Perdant les avantages comparatifs qu’ils avaient vis-à-vis des métropoles, ces territoires exercent donc de moins en moins de forces d’attraction (les fameuses forces « centripètes ») sur les individus et les activités économiques, d’où une remontée des inégalités territoriales. Les auteurs en veulent pour preuve la concentration des créations d’emploi dans quelques métropoles. Ils observent en effet que Toulouse, Bordeaux, Montpellier, Nantes et Lyon semblent particulièrement dynamiques en terme de création d’emploi (cf tableau : ces métropoles réunies représentent 56% des emplois créés dans les aires urbaines (AU) ).
Partant de ce constat, les deux chercheurs déterminent alors les activités qui créent plus d’emplois dans ces métropoles : il s’agit en général de l’ingénierie, l’informatique, les conseils de gestion,… ce que les auteurs nomment « activités métropolitaines supérieures », principalement des services.

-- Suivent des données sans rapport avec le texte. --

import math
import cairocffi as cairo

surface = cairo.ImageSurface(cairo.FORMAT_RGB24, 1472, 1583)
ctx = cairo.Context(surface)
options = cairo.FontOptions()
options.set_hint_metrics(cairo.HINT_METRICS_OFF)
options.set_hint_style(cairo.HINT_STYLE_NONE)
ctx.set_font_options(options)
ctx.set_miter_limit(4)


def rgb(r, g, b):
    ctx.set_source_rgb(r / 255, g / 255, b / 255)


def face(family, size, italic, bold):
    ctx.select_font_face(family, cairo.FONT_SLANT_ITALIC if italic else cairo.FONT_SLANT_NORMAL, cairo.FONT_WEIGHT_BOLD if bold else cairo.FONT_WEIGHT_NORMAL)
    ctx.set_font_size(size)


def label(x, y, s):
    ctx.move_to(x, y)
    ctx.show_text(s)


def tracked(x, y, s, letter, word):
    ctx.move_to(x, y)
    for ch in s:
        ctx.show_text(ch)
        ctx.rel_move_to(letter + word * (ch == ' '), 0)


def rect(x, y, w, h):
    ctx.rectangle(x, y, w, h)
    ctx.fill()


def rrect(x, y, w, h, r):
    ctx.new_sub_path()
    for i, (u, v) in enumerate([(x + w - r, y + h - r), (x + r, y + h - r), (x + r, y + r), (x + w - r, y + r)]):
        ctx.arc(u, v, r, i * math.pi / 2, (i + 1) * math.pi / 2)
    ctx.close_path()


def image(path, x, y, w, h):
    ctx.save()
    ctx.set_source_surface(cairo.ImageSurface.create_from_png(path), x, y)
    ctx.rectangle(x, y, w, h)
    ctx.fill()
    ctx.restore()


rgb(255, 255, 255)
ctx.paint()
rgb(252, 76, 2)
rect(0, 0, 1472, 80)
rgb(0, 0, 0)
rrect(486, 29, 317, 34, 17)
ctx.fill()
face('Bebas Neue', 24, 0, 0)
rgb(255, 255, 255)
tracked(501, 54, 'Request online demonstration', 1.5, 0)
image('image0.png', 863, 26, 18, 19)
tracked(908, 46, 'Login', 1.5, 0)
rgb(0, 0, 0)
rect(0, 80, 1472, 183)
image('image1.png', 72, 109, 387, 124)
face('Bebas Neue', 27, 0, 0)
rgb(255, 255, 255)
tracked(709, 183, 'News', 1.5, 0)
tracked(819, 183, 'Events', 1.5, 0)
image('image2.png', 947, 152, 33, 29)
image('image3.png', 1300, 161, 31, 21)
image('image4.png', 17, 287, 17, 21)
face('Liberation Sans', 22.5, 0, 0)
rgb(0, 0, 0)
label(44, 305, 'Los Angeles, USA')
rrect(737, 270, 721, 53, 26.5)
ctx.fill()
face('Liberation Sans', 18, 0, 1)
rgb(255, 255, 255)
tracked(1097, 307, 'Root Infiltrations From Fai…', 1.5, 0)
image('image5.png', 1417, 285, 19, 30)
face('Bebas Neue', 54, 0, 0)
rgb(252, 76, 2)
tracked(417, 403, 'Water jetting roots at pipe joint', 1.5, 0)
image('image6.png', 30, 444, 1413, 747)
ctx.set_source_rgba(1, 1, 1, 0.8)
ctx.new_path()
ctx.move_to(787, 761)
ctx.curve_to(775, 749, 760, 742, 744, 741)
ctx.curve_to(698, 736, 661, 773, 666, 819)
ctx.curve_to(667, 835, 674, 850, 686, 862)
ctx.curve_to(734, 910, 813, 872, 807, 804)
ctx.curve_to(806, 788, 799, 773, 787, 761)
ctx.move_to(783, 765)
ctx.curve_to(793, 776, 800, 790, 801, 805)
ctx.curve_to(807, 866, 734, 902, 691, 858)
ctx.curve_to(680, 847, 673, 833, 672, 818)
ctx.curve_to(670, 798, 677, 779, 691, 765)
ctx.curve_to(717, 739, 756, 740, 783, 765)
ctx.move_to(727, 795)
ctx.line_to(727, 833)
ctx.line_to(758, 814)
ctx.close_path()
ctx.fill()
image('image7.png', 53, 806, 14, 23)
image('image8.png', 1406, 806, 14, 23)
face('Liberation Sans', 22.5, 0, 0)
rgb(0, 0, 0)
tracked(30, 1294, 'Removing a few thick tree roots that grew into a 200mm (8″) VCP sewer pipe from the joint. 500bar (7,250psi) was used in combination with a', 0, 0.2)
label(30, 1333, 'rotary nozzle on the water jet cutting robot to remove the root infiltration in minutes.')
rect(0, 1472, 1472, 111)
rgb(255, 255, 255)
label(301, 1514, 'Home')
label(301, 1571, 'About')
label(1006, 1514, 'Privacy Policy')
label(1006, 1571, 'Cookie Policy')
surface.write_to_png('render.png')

Ils voient dans cette observation la preuve de l’existence d’un effet bénéfique de la concentration pour ces activités du secteur tertiaire nécessitant de la « matière grise ».
Le concept est le suivant :
- Les métropoles seraient le cœur de l’activité productive (permettant la croissance économique via la génération de valeur ajoutée et l’augmentation du PIB régional) ;
- Tandis que les territoires périphériques auraient pour objectif de développer une économie dite « résidentielle » saine (ce qui permettrait le développement économique, en attirant les revenus liés au tourisme, etc. et en augmentant ainsi le RDB régional).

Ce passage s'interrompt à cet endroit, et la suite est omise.